Exercise instructions: Exclude any images and output the remaining records exactly.

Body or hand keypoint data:
Segment Open

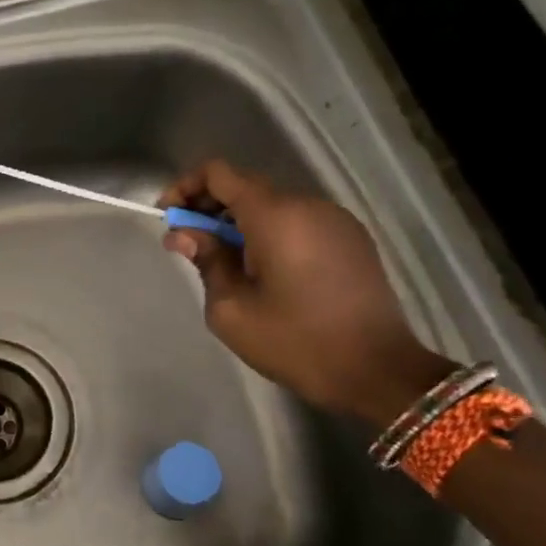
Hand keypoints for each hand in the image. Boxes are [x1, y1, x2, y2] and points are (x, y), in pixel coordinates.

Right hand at [160, 161, 454, 424]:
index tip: (168, 217)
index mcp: (275, 216)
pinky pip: (298, 221)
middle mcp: (307, 205)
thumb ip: (206, 260)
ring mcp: (335, 220)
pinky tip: (263, 270)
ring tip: (225, 262)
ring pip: (273, 204)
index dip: (186, 187)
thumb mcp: (231, 308)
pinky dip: (270, 232)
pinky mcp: (351, 239)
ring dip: (239, 222)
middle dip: (209, 207)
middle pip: (246, 186)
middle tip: (189, 244)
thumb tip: (184, 234)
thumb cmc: (295, 341)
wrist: (377, 372)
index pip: (219, 173)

Segment Closed

The answer:
Hand keypoints for each hand in the image. Boxes are [x1, y1, x2, y2] and points are (x, y), in pixel coordinates.

Right hand at [160, 161, 454, 424]:
index tip: (168, 217)
index mcp: (275, 216)
pinky pip: (298, 221)
middle mcp: (307, 205)
thumb ip: (206, 260)
ring mcp: (335, 220)
pinky tip: (263, 270)
ring tip: (225, 262)
ring pip: (273, 204)
index dip: (186, 187)
thumb mcp: (231, 308)
pinky dip: (270, 232)
pinky mcp: (351, 239)
ring dip: (239, 222)
middle dip: (209, 207)
middle pip: (246, 186)
middle tip: (189, 244)
thumb tip: (184, 234)
thumb cmc: (295, 341)
wrist: (377, 372)
index pip: (219, 173)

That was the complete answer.